The present invention relates to an improvement in apparatus for scavenging the erosion zone in spark-erosive cutting plants that use a wire or strip-like electrode and a fluid scavenging medium.
In the case of spark-erosive cutting with wire or strip-like electrodes, the electrode is held between two guide heads and is guided by the latter. Particularly in the case of cutting at large angles, guide heads may be used which are oriented to the inclined position of the wire. An efficient scavenging of the erosion zone is particularly important in the case of large cutting angles because the working length of the wire in the workpiece is considerably increase. Increased guidance distances must be maintained, and the guidance distance may be further increased to avoid collision between pivotable wire guide heads and the work piece. It is therefore particularly important to maintain efficient scavenging. A suitable scavenging apparatus must also have characteristics permitting easy use for both conical and cylindrical cutting, as well as in the case of any recutting or shaving operations.

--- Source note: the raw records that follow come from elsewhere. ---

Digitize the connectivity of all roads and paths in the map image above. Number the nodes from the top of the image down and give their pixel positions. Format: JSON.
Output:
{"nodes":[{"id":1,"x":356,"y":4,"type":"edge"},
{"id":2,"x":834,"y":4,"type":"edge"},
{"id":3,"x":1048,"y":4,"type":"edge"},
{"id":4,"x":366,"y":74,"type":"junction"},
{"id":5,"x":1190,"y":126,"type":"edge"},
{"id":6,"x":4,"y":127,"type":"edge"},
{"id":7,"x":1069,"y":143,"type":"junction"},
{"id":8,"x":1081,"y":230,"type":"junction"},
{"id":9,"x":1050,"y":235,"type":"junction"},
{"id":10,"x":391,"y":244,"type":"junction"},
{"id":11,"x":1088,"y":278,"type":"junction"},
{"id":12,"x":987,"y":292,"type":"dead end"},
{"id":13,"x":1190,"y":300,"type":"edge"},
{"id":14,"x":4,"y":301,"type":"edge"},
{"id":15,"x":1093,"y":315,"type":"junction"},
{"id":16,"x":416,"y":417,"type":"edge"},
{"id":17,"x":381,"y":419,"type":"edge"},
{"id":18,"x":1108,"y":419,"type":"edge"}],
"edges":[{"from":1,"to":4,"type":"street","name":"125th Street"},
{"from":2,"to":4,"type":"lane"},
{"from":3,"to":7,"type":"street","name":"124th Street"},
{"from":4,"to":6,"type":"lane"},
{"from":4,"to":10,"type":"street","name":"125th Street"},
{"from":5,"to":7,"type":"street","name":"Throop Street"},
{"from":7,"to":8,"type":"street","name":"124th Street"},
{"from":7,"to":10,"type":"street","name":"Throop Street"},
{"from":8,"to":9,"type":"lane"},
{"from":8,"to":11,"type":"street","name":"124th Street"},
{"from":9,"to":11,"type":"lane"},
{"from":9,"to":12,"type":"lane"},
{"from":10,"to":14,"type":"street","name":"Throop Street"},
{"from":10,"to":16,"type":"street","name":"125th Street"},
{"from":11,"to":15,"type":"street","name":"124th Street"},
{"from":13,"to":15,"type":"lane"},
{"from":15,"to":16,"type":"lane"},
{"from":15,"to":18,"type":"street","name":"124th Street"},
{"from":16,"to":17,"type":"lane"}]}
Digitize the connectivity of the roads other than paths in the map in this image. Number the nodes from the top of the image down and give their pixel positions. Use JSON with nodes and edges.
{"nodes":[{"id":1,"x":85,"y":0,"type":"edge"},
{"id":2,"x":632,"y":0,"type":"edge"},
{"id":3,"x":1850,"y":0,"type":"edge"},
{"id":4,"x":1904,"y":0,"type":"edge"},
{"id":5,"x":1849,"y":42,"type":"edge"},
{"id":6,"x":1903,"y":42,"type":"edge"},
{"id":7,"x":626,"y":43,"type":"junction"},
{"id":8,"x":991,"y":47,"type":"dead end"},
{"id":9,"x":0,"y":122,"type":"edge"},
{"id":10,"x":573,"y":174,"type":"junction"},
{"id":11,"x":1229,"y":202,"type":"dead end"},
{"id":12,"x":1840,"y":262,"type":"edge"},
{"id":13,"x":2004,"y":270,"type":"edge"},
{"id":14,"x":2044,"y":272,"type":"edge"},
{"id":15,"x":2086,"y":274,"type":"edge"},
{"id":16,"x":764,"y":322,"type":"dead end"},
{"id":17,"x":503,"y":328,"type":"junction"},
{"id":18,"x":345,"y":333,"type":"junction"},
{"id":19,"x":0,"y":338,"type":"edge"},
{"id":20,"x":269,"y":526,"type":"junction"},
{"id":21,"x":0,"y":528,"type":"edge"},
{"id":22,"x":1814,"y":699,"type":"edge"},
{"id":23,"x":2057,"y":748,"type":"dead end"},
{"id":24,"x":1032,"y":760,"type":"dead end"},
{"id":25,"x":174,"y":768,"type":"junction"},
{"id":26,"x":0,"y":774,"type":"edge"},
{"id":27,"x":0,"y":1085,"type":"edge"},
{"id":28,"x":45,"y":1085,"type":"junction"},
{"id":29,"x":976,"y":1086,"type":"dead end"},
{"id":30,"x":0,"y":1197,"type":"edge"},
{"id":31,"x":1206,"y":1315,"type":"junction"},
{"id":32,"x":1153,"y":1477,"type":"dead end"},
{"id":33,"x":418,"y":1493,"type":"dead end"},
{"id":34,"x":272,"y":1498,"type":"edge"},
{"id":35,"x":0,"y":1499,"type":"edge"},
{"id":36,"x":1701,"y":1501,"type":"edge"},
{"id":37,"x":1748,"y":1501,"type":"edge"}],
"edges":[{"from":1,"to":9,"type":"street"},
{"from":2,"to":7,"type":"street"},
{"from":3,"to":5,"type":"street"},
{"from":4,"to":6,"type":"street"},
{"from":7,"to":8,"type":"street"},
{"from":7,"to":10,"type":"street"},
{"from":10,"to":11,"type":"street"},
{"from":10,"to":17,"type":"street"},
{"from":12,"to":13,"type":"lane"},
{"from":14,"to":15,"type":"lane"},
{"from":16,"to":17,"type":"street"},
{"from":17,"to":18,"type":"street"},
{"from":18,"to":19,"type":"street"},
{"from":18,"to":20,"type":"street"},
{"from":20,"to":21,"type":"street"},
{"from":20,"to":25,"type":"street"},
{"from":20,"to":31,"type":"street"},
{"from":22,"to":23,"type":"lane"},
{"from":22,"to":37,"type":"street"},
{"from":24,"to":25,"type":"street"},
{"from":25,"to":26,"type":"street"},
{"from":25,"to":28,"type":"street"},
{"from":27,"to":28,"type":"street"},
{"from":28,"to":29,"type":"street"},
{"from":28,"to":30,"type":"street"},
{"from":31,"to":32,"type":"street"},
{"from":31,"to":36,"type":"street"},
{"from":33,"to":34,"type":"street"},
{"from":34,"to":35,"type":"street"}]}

When spark-erosive cutting plants were introduced, generally the erosion zone was only scavenged by lateral jets of scavenging fluid. Practical experience with complex workpieces soon made it necessary to use more powerful scavenging means and they rapidly became widely used in the form of so-called coaxial scavenging, e.g. DE-OS No. 24 08 715. When conical cutting with moderate angular position was subsequently introduced, these scavenging approaches were largely retained, because the positioning of the guide heads for cylindrical cutting was generally retained. In order to further increase the scavenging action, there were then numerous improvements made. For example, the mouthpiece referenced in DE-OS No. 24 08 715 was given a special nozzle configuration according to DE-OS No. 28 09 506. In addition, the nozzle outlets were combined in a closed unit in the wire guide head, such as could also be used for the flow transfer to the workpiece.
It is a general disadvantage of all the aforementioned approaches that in the case of more pronounced conical cutting, there arises misalignment between the axis of the scavenging fluid and the axis of the wire electrode, due to the necessary distance between the jet outlet and the start of the cutting point--and the distance increases as the contour inclination angle increases. Thus, a larger cross-section of the coaxial jet strikes the workpiece surface on one side of the wire and is displaced in one direction. As a result, the flow of the scavenging fluid is increased, leading to the drawing in of air, which is then also drawn into the work zone. Attempts to prevent such air disturbances through the use of larger coaxial flow cross-sections or by working in a fluid bath are technically unsatisfactory solutions, because apart from the greater fluid consumption and the widely distributed secondary electrolysis, these approaches are also prejudicial with respect to idle times and splashing or spray protection. Splashing or spray protection measures became particularly necessary when increasing the scavenging of the erosion zone through the use of higher scavenging pressures, as when scavenging is done in one direction through the workpiece by supplying scavenging fluid under pressure on one side of the workpiece and removing the fluid on the other side of the workpiece by suction as described in DE-OS No. 28 33 765.
According to a further proposal (JP-OS No. 56-114628), the outlet of the coaxial scavenging nozzle can be oriented in accordance with the sloping position of the wire and positioned under numerical control by modification of the cutting vector. Although, compared with the first-described solutions, a certain improvement is obtained with regard to the quality of the erosion zone at considerable additional expenditure, the disadvantage still exists that the scavenging jet issuing in sloping manner on the wire inlet to the workpiece is once again deflected to one side, so that the risk of sucking in air sill exists.
A further proposal known from WO No. 80/02395, as is explained hereinafter relative to FIG. 1, provides oriented guide heads which are suspended on gimbals on supporting arms. Nozzle outlets for the scavenging fluid are provided on the guide heads, and the guide heads are positioned to direct a scavenging jet to the work zone. However, this approach fails to remove the difficulties of the described approaches with fixed scavenging heads in that there again, it is easier for the fluid to escape from the scavenging flow at the obtuse-angled impact point to the scavenging jet at the inlet point for wire on the workpiece than on the opposite, acute-angled side. The flow takes the path of least resistance, in that the larger quantity flows out of the abtuse-angled side, which leads to vacuum effects and the drawing in of air on the acute-angled side. Further, it is apparent that by use of the oriented guide heads, relatively large contour slope angles can be cut, but there is an increased cutting length in the workpiece and there is an increased distance betwen the guide means and the workpiece.